**WHAT THE TASK REQUIRES**.
In the data below, how many lines contain the word "path"? Answer with the number alone.

Start of RECORDED DATA

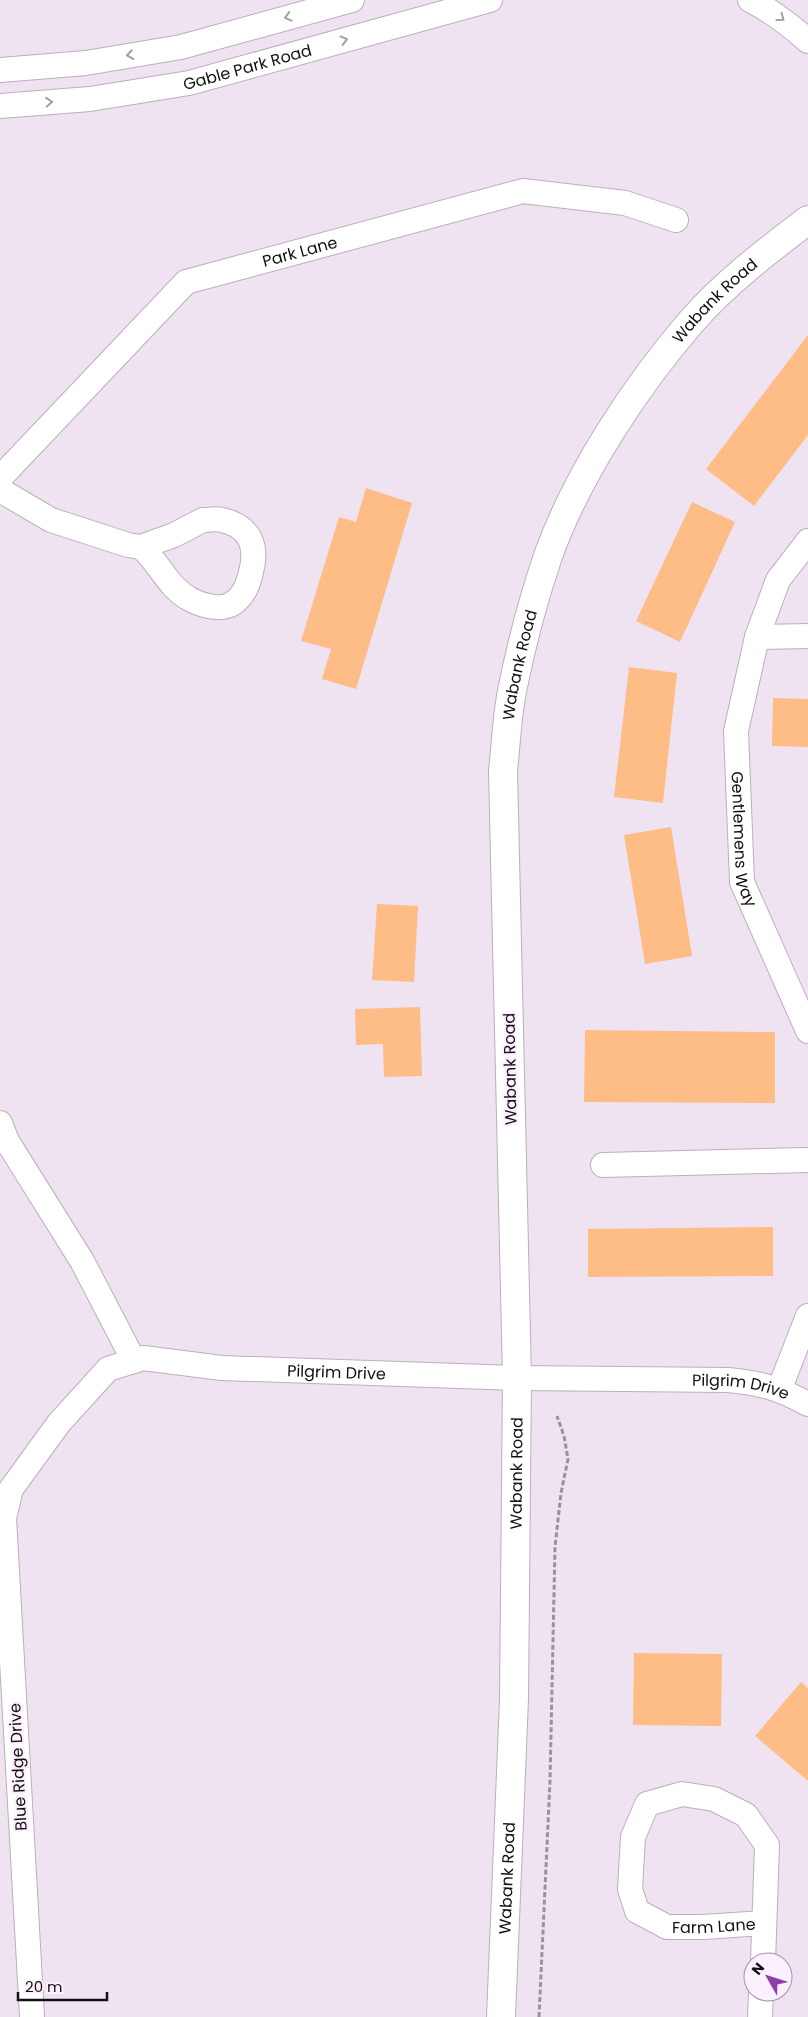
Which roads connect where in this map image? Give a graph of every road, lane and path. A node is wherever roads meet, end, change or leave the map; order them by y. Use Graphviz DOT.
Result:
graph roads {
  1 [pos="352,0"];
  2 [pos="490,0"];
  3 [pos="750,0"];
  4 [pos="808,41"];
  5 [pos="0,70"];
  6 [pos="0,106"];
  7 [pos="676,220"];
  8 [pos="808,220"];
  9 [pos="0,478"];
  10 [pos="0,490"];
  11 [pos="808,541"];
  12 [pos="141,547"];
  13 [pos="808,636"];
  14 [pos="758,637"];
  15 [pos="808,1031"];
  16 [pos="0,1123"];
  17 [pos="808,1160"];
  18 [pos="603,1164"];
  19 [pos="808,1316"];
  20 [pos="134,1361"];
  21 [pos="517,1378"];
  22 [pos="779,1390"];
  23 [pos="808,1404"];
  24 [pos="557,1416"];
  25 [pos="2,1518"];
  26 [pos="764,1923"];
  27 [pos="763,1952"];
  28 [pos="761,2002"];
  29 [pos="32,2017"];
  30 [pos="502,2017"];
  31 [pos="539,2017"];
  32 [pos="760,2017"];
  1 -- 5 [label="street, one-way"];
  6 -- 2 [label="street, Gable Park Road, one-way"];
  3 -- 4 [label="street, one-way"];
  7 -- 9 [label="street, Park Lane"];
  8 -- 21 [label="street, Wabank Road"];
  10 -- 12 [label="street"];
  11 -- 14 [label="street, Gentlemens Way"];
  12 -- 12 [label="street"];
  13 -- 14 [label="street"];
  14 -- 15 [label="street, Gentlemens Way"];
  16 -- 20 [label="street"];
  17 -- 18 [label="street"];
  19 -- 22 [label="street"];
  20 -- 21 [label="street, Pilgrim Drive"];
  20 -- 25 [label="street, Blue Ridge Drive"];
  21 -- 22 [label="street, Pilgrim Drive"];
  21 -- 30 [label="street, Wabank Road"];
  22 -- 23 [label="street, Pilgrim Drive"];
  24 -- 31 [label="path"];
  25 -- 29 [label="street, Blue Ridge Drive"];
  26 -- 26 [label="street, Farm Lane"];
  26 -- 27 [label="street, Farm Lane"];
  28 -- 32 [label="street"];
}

End of RECORDED DATA

**ANSWER BELOW**.
2